Because calprotectin levels rise before clinical symptoms return, FC is particularly useful for predicting relapse in Crohn’s disease and ulcerative colitis. Studies suggest that patients in remission but with FC >150 µg/g are at significantly higher risk of relapse within 3-6 months. Conversely, declining FC levels after treatment indicate mucosal healing and successful therapy.

Clinical Use and Advantages

Fecal calprotectin offers several advantages over traditional blood-based inflammation markers such as C-reactive protein (CRP) and erythrocyte sedimentation rate (ESR), which may remain normal in localized gut inflammation. FC, by contrast, reflects local mucosal activity, making it particularly sensitive for diseases confined to the gastrointestinal tract.
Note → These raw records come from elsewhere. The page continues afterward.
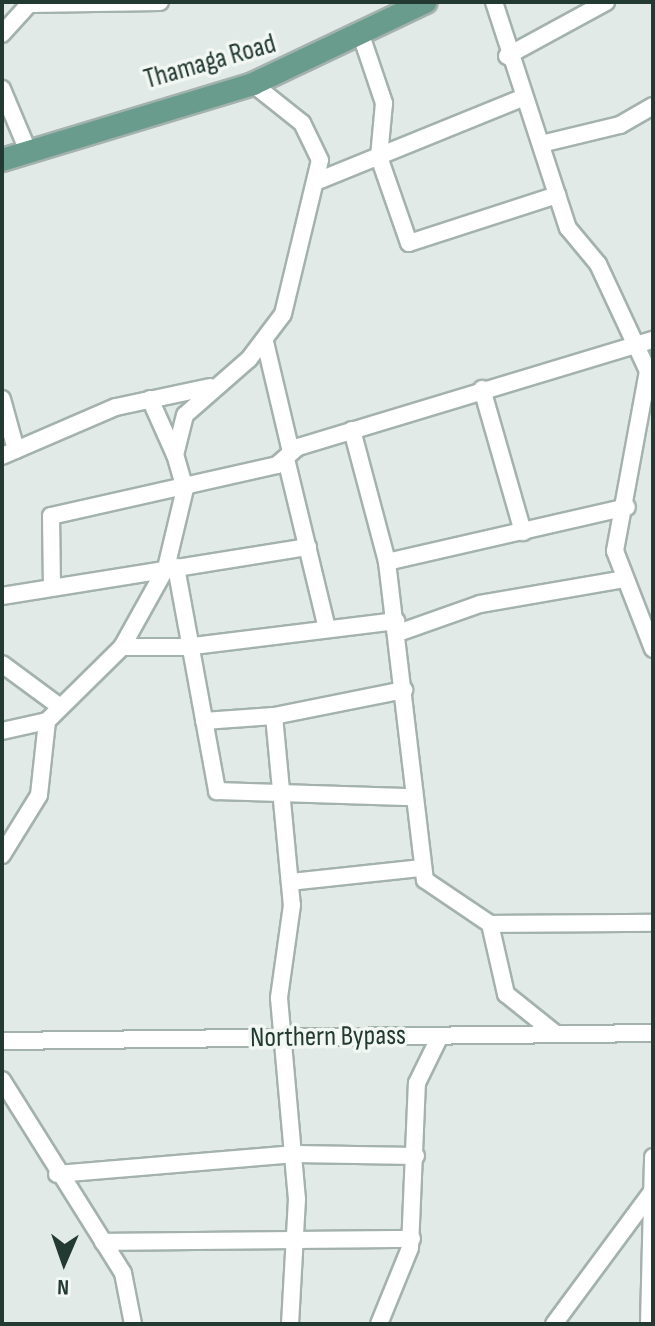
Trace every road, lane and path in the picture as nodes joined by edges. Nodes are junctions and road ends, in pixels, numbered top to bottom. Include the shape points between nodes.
1 (160, 2) edge
2 (426, 2) edge
3 (494, 2) edge
4 (606, 2) edge
5 (31, 3) edge
6 (2, 34) edge
7 (362, 38) junction
8 (507, 56) junction
9 (253, 84) junction
10 (2, 89) edge
11 (522, 98) junction
12 (652, 108) edge
13 (541, 144) junction
14 (28, 151) junction
15 (379, 157) junction
16 (2, 160) edge
17 (320, 180) junction
18 (557, 195) junction
19 (645, 341) edge
20 (265, 342) junction
21 (215, 386) junction
22 (482, 389) junction
23 (2, 399) edge
24 (150, 399) junction
25 (649, 416) edge
26 (352, 430) junction
27 (9, 453) edge
28 (175, 455) junction
29 (289, 456) junction
30 (185, 489) junction
31 (627, 507) junction
32 (523, 532) junction
33 (308, 547) junction
34 (387, 562) junction
35 (171, 567) junction
36 (624, 579) junction
37 (52, 587) junction
38 (2, 596) edge
39 (397, 627) junction
40 (327, 629) junction
41 (122, 647) junction
42 (185, 647) junction
43 (653, 649) edge
44 (2, 664) edge
45 (404, 690) junction
46 (59, 706) junction
47 (274, 716) junction
48 (47, 721) junction
49 (204, 721) junction
50 (2, 731) edge
51 (285, 795) junction
52 (413, 797) junction
53 (2, 855) edge
54 (421, 868) junction
55 (290, 882) junction
56 (653, 923) edge
57 (490, 924) junction
58 (653, 1033) edge
59 (556, 1034) junction
60 (440, 1036) junction
61 (281, 1038) junction
62 (2, 1041) edge
63 (2, 1080) edge
64 (295, 1154) junction
65 (416, 1156) junction
66 (653, 1157) edge
67 (57, 1174) junction
68 (651, 1193) junction
69 (412, 1239) junction
70 (103, 1242) junction
71 (294, 1242) junction
72 (133, 1324) edge
73 (290, 1324) edge
74 (379, 1324) edge
75 (554, 1324) edge
76 (649, 1324) edge

1 - 5 street
2 - 7 main road, Thamaga Road
3 - 8 street
4 - 8 street
5 - 6 street
7 - 9 main road, Thamaga Road
7 - 15 street via 384,103
8 - 11 street
9 - 14 main road, Thamaga Road
9 - 17 street via 302,123 320,160
10 - 14 street
11 - 13 street
11 - 15 street
12 - 13 street via 620,125
13 - 18 street
14 - 16 main road, Thamaga Road
15 - 17 street
15 - 18 street via 413,244
17 - 20 street via 283,314
18 - 19 street via 568,228 598,264
19 - 22 street
19 - 25 street
20 - 21 street
20 - 29 street
21 - 24 street
21 - 28 street via 185,415
22 - 26 street
22 - 32 street
23 - 27 street
24 - 27 street
24 - 28 street
25 - 31 street
26 - 29 street
26 - 34 street
28 - 30 street
29 - 30 street
29 - 33 street
30 - 35 street
30 - 37 street via 51,516
31 - 32 street
31 - 36 street via 615,551
32 - 34 street
33 - 35 street
33 - 40 street
34 - 39 street
35 - 37 street
35 - 41 street
35 - 42 street
36 - 39 street via 480,604
36 - 43 street
37 - 38 street
39 - 40 street
39 - 45 street
40 - 42 street
41 - 42 street
41 - 46 street
42 - 49 street
44 - 46 street
45 - 47 street
45 - 52 street
46 - 48 street
47 - 49 street
47 - 51 street
48 - 50 street
48 - 53 street via 39,795
49 - 51 street via 217,791
51 - 52 street
51 - 55 street
52 - 54 street
54 - 55 street
54 - 57 street via 431,889
55 - 61 street
56 - 57 street
57 - 59 street via 506,994
58 - 59 street, Northern Bypass
59 - 60 street, Northern Bypass
60 - 61 street, Northern Bypass
60 - 65 street via 417,1083
61 - 62 street, Northern Bypass
61 - 64 street
63 - 67 street via 48,1146
64 - 65 street
64 - 67 street
64 - 71 street
65 - 69 street
66 - 68 street
67 - 70 street
68 - 75 street
68 - 76 street
69 - 71 street
69 - 74 street
70 - 71 street
70 - 72 street via 123,1273
71 - 73 street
  • Diagnosing: Differentiating IBD from IBS in patients with chronic abdominal pain or diarrhea
  • Monitoring: Assessing treatment response and mucosal healing
  • Predicting relapse: Identifying early inflammatory changes before symptoms recur
  • Reducing colonoscopy burden: Guiding decisions on when invasive evaluation is necessary

That said, transient increases can occur after intestinal infections, NSAID use, or heavy exercise, so results are best interpreted alongside clinical findings and follow-up testing.